1. A modularized intelligent media processing and language architecture comprising:

a. a user profile module for customizing preferences associated with one or more users;

b. an active media markup language module providing a media representation based upon an active media markup language codec;

c. a real-time monitoring and sensing module for identifying variations in quality of service; and

d. a process and control module interfacing said user profile module, said active media markup language module, and said real-time monitoring module with an application layer;

wherein said process and control module: interacts with said user profile module to identify user preferences based upon a user's profile; interacts with said active media markup module to decode and forward, to said application layer, a media stream in an active media markup language format consistent with identified user preferences; and/or interacts with said real-time monitoring and sensing module to interpret monitored real-time sensed parameters and forwards said parameters to said application layer.

2. A modularized intelligent media processing and language architecture, as per claim 1, wherein said user profile module comprises a learning component for intelligently learning and recording preferences associated with said users.

3. A modularized intelligent media processing and language architecture, as per claim 1, wherein said media stream comprises the following information:

a. media data;

b. statistical description of said media data;

c. media processing parameters for processing said media data;

d. tags associated with said media data; and

e. instructions for processing said media data.
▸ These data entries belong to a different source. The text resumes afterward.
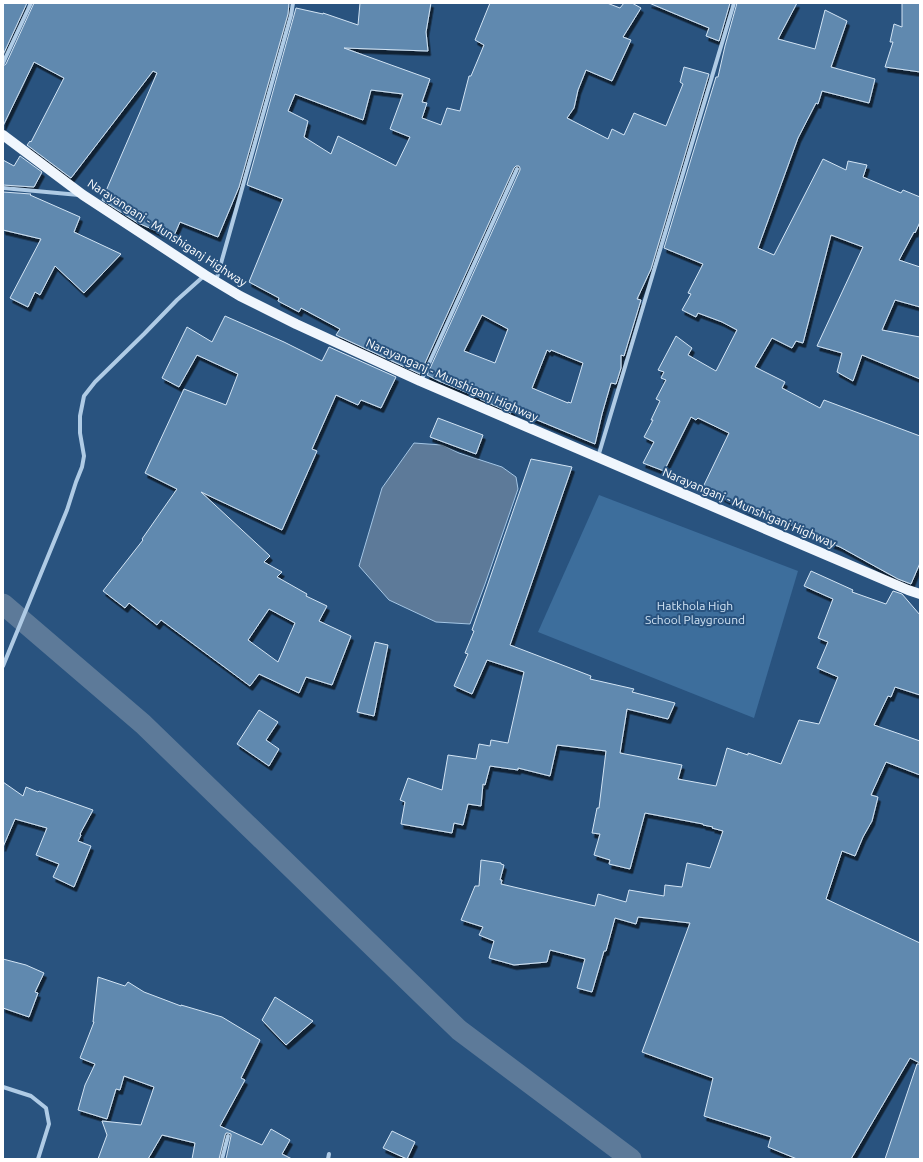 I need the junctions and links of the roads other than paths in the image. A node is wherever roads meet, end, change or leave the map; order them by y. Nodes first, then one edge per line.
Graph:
1 (31, 3) edge
2 (293, 3) edge
3 (734, 3) edge
4 (3, 63) edge
5 (3, 135) edge
6 (517, 169) dead end
7 (3, 188) edge
8 (83, 195) junction
9 (205, 275) junction
10 (216, 281) junction
11 (420, 382) junction
12 (598, 458) junction
13 (920, 594) edge
14 (3, 666) edge
15 (3, 1087) edge
16 (228, 1136) dead end
17 (38, 1159) edge
18 (222, 1159) edge

1 - 4 street
2 - 10 street
3 - 12 street
5 - 8 main road, Narayanganj - Munshiganj Highway
6 - 11 street
7 - 8 street
8 - 9 main road, Narayanganj - Munshiganj Highway
9 - 10 main road, Narayanganj - Munshiganj Highway
9 - 14 street
10 - 11 main road, Narayanganj - Munshiganj Highway
11 - 12 main road, Narayanganj - Munshiganj Highway
12 - 13 main road, Narayanganj - Munshiganj Highway
15 - 17 street
16 - 18 street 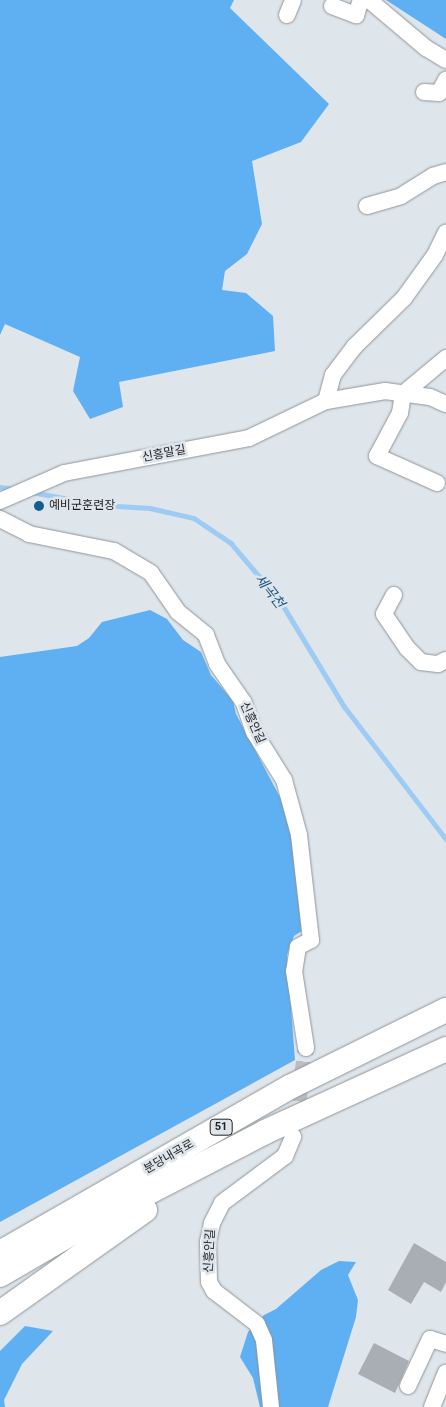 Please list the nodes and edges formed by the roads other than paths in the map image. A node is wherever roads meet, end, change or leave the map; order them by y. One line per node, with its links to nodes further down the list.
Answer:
1 (293, 0): 5 (street)
2 (361, 0): 4 (street)
3 (369, 0): 6 (street)
4 (332, 6)
5 (286, 15)
6 (446, 60)
7 (446, 80): 8 (street)
8 (424, 92)
9 (446, 172): 10 (street)
10 (367, 206)
11 (446, 232): 14 (street)
12 (446, 358): 13 (street)
13 (403, 394): 14 (street, 신흥말길); 15 (street, 신흥말길); 16 (street)
14 (326, 401): 17 (street, 신흥말길)
15 (446, 404)
16 (437, 483)
17 (6, 500)
18 (0, 519): 22 (street, 신흥안길)
19 (394, 595): 20 (street)
20 (446, 660)
21 (446, 1010): 26 (highway, 분당내곡로 / 51)
22 (306, 1048)
23 (446, 1049): 24 (highway, 분당내곡로 / 51)
24 (265, 1132): 27 (highway, 분당내곡로 / 51); 28 (highway)
25 (294, 1137): 32 (street, 신흥안길)
26 (0, 1253)
27 (0, 1275)
28 (0, 1313)
29 (446, 1344): 31 (street)
30 (446, 1373): 33 (street)
31 (408, 1386)
32 (271, 1407)
33 (432, 1407)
4. A modularized intelligent media processing and language architecture, as per claim 3, wherein said statistical description comprises any of the following: signal-to-noise ratio information, local statistics, or global statistics.

5. A modularized intelligent media processing and language architecture, as per claim 3, wherein said media processing parameters comprises any of the following: thresholds for processing said media data, order of filters for processing said media data, or time window of local analysis of said media data.
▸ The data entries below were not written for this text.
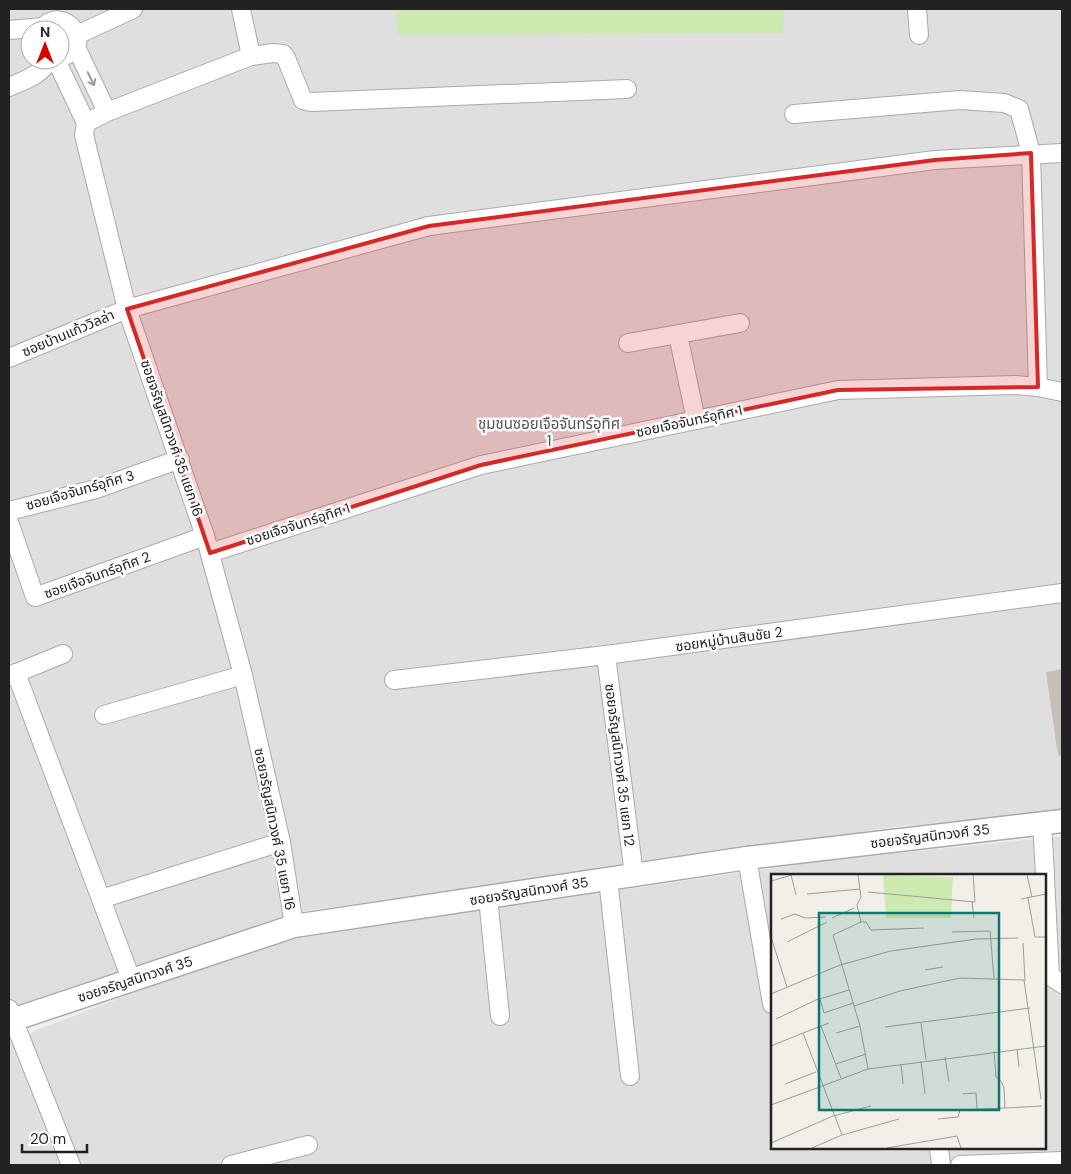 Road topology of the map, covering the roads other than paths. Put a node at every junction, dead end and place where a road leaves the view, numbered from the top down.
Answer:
1 (133, 9) edge
2 (241, 9) edge
3 (917, 9) edge
4 (70, 24) edge
5 (919, 35) dead end
6 (76, 41) junction
7 (70, 51) edge
8 (250, 56) junction
9 (41, 70) edge
10 (61, 70) edge
11 (9, 87) edge
12 (627, 89) dead end
13 (107, 112) junction
14 (794, 114) dead end
15 (86, 123) junction
16 (1031, 153) junction
17 (1062, 153) edge
18 (127, 309) junction
19 (740, 323) dead end
20 (678, 335) junction
21 (628, 343) dead end
22 (9, 358) edge
23 (1038, 387) junction
24 (1062, 392) edge
25 (696, 420) junction
26 (180, 459) junction
27 (9, 511) edge
28 (9, 522) edge
29 (208, 544) junction
30 (1062, 593) edge
31 (63, 654) dead end
32 (606, 655) junction
33 (12, 675) edge
34 (243, 675) junction
35 (394, 680) dead end
36 (104, 715) dead end
37 (1052, 822) edge
38 (281, 842) junction
39 (746, 858) junction
40 (1045, 874) edge
41 (634, 875) junction
42 (608, 879) junction
43 (1046, 897) edge
44 (488, 898) junction
45 (101, 899) junction
46 (294, 926) junction
47 (131, 980) junction
48 (1062, 984) edge
49 (771, 998) edge
50 (500, 1016) dead end
51 (10, 1017) edge
52 (630, 1076) dead end
53 (308, 1145) dead end
54 (939, 1149) edge
55 (1062, 1161) edge
56 (71, 1165) edge
57 (231, 1165) edge
58 (940, 1165) edge
59 (960, 1165) edge

1 - 6 street
2 - 8 street
3 - 5 street
4 - 6 street
6 - 7 street
6 -> 13 street
8 - 12 street
8 - 13 street
9 - 11 street
10 - 15 street
13 - 15 street
14 - 16 street
15 - 18 street, ซอยจรัญสนิทวงศ์ 35 แยก 16
16 - 17 street, ซอยบ้านแก้ววิลล่า
16 - 18 street, ซอยบ้านแก้ววิลล่า
16 - 23 street
18 - 22 street, ซอยบ้านแก้ววิลล่า
18 - 26 street, ซอยจรัญสนิทวงศ์ 35 แยก 16
19 - 20 street
20 - 21 street
20 - 25 street
23 - 24 street, ซอยเจือจันทร์อุทิศ 1
23 - 25 street, ซอยเจือจันทร์อุทิศ 1
25 - 29 street, ซอยเจือจันทร์อุทิศ 1
26 - 27 street, ซอยเจือจันทร์อุทิศ 3
26 - 29 street, ซอยจรัญสนิทวงศ์ 35 แยก 16
28 - 29 street, ซอยเจือจันทร์อุทิศ 2
29 - 34 street, ซอยจรัญสนิทวงศ์ 35 แยก 16
30 - 32 street, ซอยหมู่บ้านสินชัย 2
31 - 33 street
32 - 35 street, ซอยหมู่บ้านสินชัย 2
32 - 41 street, ซอยจรัญสนิทวงศ์ 35 แยก 12
33 - 45 street
34 - 36 street
34 - 38 street, ซอยจรัญสนิทวงศ์ 35 แยก 16
37 - 39 street, ซอยจรัญสนิทวงศ์ 35
37 - 40 street
38 - 45 street
38 - 46 street, ซอยจรัญสนิทวงศ์ 35 แยก 16
39 - 41 street, ซอยจรัญสนิทวงศ์ 35
39 - 49 street
41 - 42 street, ซอยจรัญสนิทวงศ์ 35
42 - 44 street, ซอยจรัญสนิทวงศ์ 35
42 - 52 street
43 - 48 street
44 - 46 street, ซอยจรัญสนิทวงศ์ 35
44 - 50 street
45 - 47 street
46 - 47 street, ซอยจรัญสนิทวงศ์ 35
47 - 51 street, ซอยจรัญสนิทวงศ์ 35
51 - 56 street
53 - 57 street
54 - 58 street
55 - 59 street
6. A modularized intelligent media processing and language architecture, as per claim 3, wherein said instructions for processing said media data comprises information regarding type of filter to be used to process said media data.

7. A method for facilitating entry and retrieval of audio data from a database using a modularized architecture comprising a user profile module, an active audio markup language (AAML) module, a real-time monitoring and sensing module, and a process and control module, said method comprising the steps of:

a. receiving vocal inputs from a communication device requesting audio information;

b. forwarding such requests to said database;

c. identifying user preferences associated with a user of said communication device, said identification done based upon an interaction between said process control module and said user profile module;

d. receiving requested audio information in an AAML formatted audio stream from said database;

e. decoding said audio stream via an AAML codec, said decoding based upon an interaction between said process control module and said AAML module;

f. identifying variations in quality of service associated with said communication device, said identification done based on an interaction between said process and control module and said real-time monitoring and sensing module; and

g. forwarding said identified variations in quality of service and decoded audio stream in a format consistent with said identified user's profile to said application layer.

8. A method as per claim 7, wherein said communication device is any of the following: telephones, wireless telephones, cellular telephones, WAP-enabled telephones, personal audio systems, audio playback systems, or wireless communication devices.

9. A method as per claim 7, wherein said method further comprises the step of intelligently learning and recording preferences associated with said user.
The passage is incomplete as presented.